* _EXERCISE_:
Your reply should be a single number, the count of lines in the records that contain "Carlisle".
-------- DATA FOR THIS EXERCISE --------
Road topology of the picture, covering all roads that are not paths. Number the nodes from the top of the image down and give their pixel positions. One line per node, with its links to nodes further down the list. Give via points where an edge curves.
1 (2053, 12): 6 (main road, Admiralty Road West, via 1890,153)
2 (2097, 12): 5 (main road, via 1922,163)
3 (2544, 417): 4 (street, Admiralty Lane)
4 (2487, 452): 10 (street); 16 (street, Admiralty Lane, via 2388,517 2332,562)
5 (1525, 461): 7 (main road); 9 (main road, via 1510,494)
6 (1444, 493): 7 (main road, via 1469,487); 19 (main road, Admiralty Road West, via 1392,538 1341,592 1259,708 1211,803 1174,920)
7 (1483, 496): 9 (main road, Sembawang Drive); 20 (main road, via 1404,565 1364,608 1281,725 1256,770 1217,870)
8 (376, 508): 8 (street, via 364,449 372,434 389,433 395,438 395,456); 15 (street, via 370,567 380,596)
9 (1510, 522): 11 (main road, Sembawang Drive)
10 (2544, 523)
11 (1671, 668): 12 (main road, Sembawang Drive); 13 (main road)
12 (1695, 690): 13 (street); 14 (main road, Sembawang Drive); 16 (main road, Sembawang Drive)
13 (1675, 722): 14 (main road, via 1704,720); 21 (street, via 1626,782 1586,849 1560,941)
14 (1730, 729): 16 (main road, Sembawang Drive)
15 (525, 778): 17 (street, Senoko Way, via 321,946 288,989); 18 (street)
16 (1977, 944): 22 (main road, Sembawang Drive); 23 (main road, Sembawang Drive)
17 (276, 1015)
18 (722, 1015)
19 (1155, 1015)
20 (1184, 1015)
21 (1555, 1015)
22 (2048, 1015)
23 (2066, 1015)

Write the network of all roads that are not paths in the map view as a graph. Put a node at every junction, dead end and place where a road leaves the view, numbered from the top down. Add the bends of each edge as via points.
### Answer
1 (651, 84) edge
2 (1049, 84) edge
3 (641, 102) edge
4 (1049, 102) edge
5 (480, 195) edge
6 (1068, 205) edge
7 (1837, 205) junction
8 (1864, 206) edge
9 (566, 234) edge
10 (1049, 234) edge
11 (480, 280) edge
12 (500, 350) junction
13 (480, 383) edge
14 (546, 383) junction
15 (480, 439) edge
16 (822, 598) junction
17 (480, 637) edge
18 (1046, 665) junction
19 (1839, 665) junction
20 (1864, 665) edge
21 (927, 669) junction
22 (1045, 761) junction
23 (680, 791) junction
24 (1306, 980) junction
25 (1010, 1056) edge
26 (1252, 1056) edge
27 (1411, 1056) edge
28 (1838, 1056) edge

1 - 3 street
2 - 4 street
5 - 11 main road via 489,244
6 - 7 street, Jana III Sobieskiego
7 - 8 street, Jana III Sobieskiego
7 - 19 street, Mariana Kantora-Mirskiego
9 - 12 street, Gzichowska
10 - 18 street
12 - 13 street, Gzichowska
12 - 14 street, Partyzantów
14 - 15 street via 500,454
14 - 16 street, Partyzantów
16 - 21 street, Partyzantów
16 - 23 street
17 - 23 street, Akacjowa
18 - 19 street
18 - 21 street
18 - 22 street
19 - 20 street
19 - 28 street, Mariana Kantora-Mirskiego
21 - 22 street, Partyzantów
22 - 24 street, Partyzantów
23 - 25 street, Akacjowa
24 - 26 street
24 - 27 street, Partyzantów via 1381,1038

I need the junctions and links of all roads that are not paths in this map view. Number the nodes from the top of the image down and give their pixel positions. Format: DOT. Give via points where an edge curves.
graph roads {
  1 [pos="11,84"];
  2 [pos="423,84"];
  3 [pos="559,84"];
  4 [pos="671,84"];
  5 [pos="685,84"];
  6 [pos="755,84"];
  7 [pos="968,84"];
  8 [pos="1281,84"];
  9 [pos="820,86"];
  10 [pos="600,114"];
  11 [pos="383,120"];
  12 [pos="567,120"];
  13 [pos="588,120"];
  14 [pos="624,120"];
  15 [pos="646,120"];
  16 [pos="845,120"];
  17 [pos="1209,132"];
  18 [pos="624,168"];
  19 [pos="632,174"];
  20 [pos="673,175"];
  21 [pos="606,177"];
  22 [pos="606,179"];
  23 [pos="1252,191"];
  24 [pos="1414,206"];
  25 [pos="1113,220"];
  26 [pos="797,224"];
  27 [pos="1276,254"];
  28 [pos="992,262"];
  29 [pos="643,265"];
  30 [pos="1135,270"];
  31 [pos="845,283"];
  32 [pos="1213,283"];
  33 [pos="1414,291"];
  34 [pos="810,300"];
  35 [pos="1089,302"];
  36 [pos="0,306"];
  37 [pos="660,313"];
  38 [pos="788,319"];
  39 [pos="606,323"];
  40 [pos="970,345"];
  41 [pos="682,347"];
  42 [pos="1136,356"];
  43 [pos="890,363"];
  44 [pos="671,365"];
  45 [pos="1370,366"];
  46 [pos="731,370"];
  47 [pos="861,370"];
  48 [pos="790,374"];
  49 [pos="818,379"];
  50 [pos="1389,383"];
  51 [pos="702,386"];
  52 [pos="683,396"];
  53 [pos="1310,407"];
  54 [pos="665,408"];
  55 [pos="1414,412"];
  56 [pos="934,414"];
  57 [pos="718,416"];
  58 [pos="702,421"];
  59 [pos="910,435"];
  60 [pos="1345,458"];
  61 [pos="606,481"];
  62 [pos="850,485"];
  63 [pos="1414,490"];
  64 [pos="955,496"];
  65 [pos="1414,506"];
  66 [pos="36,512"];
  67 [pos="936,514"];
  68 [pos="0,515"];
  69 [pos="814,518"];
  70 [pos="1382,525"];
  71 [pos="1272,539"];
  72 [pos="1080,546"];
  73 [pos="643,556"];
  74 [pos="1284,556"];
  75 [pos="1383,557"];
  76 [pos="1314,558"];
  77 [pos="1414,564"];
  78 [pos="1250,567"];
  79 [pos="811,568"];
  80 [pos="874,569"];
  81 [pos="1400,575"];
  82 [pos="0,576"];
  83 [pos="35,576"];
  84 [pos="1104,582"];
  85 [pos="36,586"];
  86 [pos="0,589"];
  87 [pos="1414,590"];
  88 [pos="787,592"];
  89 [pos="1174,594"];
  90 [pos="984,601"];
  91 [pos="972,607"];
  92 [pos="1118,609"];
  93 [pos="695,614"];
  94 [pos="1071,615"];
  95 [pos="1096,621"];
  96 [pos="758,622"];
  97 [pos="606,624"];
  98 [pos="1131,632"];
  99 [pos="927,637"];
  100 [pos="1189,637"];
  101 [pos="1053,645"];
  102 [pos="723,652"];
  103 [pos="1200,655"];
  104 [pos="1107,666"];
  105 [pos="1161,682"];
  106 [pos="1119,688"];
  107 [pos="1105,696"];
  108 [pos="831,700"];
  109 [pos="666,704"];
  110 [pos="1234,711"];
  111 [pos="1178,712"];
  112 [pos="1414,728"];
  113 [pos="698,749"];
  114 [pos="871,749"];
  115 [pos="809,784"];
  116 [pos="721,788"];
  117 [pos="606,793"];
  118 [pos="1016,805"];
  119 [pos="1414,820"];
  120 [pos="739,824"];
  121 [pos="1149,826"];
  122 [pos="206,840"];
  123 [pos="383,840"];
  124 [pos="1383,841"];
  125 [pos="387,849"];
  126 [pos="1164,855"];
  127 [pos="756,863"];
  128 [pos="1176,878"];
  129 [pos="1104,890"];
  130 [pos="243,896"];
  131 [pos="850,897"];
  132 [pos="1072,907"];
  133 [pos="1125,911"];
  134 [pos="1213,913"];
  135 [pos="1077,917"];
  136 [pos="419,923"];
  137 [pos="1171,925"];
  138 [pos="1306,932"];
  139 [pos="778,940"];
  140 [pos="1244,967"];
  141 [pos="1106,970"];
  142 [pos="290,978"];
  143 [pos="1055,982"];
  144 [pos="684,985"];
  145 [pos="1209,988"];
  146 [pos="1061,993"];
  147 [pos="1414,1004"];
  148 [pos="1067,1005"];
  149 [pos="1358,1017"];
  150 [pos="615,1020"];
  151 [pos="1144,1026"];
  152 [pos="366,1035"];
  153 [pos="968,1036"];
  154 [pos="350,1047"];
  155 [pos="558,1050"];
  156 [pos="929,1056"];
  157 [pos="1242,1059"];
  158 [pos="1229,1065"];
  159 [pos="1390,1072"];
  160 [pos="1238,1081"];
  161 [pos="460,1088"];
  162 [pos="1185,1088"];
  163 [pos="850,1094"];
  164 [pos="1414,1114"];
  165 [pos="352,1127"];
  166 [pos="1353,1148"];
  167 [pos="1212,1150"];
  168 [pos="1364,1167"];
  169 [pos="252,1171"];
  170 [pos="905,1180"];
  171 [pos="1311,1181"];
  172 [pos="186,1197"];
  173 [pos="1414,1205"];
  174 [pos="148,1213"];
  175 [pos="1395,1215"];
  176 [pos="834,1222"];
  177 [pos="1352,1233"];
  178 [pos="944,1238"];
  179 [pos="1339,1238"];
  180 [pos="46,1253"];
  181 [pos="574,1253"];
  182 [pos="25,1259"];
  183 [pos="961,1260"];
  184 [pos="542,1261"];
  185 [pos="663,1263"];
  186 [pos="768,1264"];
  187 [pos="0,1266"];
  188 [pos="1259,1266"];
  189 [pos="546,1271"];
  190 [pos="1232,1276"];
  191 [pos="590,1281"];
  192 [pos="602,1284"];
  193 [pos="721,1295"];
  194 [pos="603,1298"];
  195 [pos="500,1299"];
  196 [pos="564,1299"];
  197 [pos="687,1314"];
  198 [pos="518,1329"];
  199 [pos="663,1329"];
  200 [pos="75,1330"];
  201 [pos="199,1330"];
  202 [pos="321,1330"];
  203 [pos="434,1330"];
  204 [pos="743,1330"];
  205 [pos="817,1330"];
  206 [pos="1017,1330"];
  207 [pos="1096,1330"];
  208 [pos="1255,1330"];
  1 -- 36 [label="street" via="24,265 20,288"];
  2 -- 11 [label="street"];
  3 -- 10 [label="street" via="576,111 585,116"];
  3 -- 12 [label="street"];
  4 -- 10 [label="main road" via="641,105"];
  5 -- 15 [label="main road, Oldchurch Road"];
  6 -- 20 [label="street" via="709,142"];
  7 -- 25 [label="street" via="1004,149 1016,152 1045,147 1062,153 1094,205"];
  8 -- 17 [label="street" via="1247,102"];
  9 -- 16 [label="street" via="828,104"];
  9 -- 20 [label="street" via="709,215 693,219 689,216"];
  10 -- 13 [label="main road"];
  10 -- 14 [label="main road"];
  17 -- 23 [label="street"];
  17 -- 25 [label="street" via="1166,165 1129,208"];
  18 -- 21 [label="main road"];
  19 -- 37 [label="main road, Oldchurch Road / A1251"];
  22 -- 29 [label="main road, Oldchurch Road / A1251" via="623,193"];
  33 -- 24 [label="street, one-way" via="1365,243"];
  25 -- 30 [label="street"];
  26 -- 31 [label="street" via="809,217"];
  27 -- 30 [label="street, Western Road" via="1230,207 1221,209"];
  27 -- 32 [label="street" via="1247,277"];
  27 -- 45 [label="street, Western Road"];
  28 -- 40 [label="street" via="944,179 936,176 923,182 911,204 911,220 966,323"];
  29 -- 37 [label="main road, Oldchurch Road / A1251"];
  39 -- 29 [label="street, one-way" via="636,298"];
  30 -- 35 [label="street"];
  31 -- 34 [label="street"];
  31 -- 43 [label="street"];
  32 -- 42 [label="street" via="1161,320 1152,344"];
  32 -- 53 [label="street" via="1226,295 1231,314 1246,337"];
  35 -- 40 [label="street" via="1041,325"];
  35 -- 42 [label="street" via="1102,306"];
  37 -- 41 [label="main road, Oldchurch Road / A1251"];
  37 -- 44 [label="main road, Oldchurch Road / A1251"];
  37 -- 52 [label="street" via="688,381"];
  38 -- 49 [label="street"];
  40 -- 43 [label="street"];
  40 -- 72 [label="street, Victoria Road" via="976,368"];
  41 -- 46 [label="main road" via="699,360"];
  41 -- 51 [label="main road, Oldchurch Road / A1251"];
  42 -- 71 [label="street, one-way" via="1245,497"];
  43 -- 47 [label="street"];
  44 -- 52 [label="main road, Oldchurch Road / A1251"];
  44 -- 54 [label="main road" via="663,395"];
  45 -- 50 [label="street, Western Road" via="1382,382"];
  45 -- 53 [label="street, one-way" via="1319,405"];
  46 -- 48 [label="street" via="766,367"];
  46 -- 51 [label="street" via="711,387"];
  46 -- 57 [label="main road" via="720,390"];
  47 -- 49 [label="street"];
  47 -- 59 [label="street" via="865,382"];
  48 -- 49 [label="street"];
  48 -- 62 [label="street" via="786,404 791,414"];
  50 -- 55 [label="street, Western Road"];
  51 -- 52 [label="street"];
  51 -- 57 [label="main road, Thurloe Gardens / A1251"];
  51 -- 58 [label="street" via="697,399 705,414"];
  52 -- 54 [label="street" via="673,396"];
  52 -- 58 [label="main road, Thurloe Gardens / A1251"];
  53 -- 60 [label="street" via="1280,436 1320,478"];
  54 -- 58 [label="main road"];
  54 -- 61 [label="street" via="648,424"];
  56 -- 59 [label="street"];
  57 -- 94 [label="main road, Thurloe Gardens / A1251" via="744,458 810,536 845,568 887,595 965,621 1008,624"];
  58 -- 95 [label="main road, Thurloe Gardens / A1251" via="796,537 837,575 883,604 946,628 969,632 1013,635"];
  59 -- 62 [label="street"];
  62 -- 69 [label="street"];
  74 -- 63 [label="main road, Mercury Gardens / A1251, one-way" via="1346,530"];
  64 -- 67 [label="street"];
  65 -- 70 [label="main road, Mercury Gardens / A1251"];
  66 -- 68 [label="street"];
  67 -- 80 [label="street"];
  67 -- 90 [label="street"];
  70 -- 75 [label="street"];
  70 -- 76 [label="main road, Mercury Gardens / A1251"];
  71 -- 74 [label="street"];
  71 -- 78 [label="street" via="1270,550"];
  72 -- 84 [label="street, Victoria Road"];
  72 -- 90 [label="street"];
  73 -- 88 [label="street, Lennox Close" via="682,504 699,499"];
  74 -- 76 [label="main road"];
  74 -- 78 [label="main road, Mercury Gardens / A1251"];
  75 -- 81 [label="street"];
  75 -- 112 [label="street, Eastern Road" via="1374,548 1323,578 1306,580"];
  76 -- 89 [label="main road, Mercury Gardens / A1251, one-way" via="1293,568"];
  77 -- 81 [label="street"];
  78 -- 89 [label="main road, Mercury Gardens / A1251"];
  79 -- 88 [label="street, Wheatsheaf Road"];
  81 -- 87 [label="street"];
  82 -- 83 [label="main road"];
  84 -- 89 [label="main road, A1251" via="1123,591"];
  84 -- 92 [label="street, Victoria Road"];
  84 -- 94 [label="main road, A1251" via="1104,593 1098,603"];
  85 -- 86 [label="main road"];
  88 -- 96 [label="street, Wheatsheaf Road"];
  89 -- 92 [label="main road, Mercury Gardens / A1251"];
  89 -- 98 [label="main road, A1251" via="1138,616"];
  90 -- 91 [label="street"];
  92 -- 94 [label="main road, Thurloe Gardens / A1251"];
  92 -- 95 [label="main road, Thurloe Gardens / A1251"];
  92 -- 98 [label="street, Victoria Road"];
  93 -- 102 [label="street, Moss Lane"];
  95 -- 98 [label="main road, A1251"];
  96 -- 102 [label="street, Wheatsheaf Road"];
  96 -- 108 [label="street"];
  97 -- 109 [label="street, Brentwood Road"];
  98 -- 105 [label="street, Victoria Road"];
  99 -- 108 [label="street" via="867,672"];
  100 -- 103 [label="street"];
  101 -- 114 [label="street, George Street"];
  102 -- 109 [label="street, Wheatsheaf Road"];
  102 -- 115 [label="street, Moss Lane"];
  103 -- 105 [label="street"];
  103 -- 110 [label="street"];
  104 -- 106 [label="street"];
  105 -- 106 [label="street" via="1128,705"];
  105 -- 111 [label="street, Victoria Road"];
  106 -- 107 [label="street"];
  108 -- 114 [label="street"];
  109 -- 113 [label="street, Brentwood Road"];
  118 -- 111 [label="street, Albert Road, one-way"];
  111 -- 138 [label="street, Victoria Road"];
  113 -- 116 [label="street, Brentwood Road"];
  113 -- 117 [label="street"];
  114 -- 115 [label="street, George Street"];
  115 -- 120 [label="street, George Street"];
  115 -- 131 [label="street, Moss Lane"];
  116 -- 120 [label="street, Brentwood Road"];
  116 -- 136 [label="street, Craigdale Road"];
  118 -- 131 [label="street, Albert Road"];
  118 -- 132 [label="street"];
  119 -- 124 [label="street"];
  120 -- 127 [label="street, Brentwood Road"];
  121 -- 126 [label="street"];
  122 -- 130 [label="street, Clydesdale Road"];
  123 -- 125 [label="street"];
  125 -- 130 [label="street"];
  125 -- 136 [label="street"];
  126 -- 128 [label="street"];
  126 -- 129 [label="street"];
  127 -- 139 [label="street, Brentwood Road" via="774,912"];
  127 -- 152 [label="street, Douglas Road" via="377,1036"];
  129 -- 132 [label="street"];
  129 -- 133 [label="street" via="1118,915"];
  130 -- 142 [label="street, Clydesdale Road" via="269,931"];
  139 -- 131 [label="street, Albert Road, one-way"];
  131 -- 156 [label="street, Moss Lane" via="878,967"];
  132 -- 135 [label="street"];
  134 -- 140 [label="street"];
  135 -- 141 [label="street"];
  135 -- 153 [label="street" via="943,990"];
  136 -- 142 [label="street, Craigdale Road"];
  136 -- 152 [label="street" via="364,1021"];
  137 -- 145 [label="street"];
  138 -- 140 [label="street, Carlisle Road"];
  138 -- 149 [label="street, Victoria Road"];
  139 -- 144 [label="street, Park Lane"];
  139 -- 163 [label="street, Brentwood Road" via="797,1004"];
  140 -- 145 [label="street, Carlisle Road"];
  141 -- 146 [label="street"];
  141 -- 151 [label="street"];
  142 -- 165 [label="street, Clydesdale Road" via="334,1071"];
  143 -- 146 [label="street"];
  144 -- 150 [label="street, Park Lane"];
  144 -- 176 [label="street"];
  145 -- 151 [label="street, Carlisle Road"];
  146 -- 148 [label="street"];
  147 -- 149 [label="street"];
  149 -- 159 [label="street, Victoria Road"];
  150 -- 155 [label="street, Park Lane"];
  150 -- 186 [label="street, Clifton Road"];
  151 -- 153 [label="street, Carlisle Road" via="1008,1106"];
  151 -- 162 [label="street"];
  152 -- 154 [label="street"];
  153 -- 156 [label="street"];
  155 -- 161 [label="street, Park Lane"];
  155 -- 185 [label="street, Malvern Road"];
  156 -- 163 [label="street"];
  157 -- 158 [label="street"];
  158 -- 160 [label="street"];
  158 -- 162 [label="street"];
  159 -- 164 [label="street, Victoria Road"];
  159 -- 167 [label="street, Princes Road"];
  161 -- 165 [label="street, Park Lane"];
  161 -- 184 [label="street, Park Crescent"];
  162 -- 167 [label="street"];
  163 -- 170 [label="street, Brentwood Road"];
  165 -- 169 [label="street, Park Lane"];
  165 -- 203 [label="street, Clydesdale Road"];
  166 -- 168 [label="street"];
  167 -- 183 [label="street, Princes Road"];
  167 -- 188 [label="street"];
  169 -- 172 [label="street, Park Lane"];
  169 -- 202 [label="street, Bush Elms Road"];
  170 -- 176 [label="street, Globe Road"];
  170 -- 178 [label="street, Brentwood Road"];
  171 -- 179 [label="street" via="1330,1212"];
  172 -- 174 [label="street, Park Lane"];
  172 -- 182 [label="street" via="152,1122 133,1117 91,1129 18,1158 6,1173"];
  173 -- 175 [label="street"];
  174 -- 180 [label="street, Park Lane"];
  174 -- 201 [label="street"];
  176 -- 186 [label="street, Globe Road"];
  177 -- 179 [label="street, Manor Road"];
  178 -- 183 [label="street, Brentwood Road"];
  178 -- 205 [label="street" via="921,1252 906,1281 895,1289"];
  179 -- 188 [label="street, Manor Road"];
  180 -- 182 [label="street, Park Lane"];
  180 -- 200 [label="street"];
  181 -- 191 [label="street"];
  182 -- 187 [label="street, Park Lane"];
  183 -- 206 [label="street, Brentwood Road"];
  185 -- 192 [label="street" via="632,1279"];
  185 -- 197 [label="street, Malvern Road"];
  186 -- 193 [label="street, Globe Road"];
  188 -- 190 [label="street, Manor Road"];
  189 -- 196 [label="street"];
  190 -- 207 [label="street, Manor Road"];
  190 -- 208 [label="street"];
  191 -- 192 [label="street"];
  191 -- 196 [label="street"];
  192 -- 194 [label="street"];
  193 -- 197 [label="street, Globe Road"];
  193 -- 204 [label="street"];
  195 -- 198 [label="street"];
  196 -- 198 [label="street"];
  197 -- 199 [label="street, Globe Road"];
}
--------
* _TASK RESULT_:
4